8 p.m., Saturday, Aug. 25, at The Fillmore. $25; thefillmore.com
A rock band whose members are each barely old enough to drive a car sounds like a recipe for disaster, but Calpurnia has proven naysayers gleefully wrong, with a refined guitar-driven sound reminiscent of 1960s psychedelia and a heavy dose of garage-rock attitude. Fronting the Vancouver quartet is Finn Wolfhard, best known for his starring roles on Stranger Things and It, and who formed the band with childhood friends over the course of a few years. Equally inspired by The Beatles and Beck, Calpurnia jumped into the studio earlier this year to record the debut EP Scout, produced by fellow indie rockers Twin Peaks, which was released in June to widespread praise. Many critics claimed Calpurnia’s debut to be impressive for any rock band, let alone one made up of teenagers. Scout subtly weaves through many styles, which can be attributed to all four members of the group bringing their own backgrounds and influences into the mix. In an interview with Stereogum, Wolfhard claimed that was the result of a democratic atmosphere in the studio, saying, “If you’re in a collective, I feel like everyone should have the same say. … We were all equal in the studio.”

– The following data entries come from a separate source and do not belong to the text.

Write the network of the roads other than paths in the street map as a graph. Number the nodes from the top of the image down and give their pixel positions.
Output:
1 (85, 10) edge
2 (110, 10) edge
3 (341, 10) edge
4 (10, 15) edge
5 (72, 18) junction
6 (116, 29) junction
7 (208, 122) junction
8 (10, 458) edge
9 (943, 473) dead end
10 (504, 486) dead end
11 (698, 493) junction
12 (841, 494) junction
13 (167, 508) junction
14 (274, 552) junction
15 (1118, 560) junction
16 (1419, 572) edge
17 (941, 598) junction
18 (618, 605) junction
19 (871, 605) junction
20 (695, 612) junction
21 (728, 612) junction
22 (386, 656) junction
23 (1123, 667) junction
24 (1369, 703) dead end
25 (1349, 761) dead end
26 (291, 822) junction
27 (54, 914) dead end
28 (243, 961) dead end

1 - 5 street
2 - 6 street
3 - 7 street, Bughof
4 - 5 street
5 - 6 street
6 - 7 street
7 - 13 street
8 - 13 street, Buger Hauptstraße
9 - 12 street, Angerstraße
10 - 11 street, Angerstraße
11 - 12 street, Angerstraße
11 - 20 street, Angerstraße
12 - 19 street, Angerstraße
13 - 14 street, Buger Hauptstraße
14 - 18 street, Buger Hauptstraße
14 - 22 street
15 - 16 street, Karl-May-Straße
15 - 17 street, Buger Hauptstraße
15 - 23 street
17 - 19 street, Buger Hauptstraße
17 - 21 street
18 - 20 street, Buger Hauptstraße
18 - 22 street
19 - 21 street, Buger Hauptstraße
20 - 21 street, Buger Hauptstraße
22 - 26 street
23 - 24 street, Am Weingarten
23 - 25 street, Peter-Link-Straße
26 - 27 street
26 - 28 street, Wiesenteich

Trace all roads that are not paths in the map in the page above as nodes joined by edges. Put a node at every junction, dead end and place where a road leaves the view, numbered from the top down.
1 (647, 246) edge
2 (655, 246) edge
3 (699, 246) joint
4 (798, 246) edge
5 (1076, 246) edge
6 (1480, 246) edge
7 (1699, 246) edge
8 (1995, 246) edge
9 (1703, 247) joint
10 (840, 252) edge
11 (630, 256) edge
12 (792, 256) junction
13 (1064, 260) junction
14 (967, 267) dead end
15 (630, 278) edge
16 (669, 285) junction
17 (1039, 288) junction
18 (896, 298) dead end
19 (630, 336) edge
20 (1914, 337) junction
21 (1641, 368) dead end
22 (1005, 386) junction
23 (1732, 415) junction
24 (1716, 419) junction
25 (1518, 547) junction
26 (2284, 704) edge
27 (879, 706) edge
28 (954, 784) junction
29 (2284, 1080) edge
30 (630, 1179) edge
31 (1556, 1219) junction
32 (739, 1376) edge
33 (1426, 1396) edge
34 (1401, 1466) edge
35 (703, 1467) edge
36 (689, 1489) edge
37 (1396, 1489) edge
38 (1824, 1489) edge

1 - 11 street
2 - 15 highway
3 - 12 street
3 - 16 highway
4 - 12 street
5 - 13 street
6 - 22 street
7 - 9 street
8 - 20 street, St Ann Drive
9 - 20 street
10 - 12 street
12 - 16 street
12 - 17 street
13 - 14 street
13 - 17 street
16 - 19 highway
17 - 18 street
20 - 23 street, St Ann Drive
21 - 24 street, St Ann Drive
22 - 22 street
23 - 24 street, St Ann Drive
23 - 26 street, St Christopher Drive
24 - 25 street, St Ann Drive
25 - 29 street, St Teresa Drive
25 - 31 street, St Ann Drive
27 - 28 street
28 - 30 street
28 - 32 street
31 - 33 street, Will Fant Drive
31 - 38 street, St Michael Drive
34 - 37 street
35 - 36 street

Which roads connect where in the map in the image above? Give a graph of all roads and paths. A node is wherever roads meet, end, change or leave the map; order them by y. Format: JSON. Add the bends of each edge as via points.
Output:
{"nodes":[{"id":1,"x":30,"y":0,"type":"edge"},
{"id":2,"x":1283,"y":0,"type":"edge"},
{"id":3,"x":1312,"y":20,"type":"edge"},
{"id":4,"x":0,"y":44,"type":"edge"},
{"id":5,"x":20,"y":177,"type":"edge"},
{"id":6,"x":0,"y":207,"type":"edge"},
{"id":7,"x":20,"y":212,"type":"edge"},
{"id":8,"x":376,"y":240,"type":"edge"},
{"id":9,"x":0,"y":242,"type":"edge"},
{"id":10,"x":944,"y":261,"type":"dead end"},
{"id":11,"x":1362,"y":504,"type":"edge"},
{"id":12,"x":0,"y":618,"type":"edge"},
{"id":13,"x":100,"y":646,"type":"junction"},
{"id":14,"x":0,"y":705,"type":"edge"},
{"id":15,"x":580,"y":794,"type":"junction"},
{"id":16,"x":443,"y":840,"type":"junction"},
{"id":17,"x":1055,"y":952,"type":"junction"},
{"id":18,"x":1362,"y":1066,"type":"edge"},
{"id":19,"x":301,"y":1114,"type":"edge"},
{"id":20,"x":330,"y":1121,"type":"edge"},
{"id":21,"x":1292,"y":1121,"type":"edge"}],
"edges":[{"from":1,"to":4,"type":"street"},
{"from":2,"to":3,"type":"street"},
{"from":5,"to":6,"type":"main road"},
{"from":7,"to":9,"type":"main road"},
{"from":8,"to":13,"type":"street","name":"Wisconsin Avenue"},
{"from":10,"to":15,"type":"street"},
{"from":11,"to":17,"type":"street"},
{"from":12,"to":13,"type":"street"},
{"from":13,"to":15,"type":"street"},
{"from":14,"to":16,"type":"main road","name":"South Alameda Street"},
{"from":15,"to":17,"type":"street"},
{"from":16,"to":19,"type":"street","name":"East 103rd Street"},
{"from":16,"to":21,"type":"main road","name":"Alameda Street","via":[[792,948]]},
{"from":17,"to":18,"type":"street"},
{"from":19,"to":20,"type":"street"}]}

8 p.m., Thursday, Aug. 23, at The New Parish. $30; thenewparish.com
Singer-songwriter Jens Lekman’s blistering sense of self-awareness is simultaneously a blessing and a curse. The Swedish musician, under the Mask-inspired moniker Rocky Dennis, first came across listeners’ radars in 2003 when his Maple Leaves EP surged in popularity throughout music-sharing websites — and he nearly took over the indie-pop world in the late 2000s with his masterwork album, Night Falls over Kortedala. Now going by his birth name, Lekman released his 2005 debut album When I Said I Wanted to Be Your Dog to near-unanimous acclaim, but quickly became disillusioned with the industry, taking a short hiatus from music. Thankfully, Lekman found himself inspired to create his 2007 sophomore album Night Falls over Kortedala, a heartbreaking, humorous work blessed with quirky but elegant production, reminiscent of Belle & Sebastian. Lekman’s next album, 2012’s I Know What Love Isn’t, is a dark, introspective look inside his troubled romantic life, which despite overwhelming praise, did not connect to fans on tour the way he imagined, leading to another brief period of artistic reclusion. Feeling rejuvenated after completing his ambitious year-long Postcards project — which saw him release a new song every week for a year — Lekman returned in 2017 with his wildly different, disco-inspired studio album Life Will See You Now. A curve ball, this is nonetheless Lekman at the happiest he has ever sounded — and arguably, at his creative peak.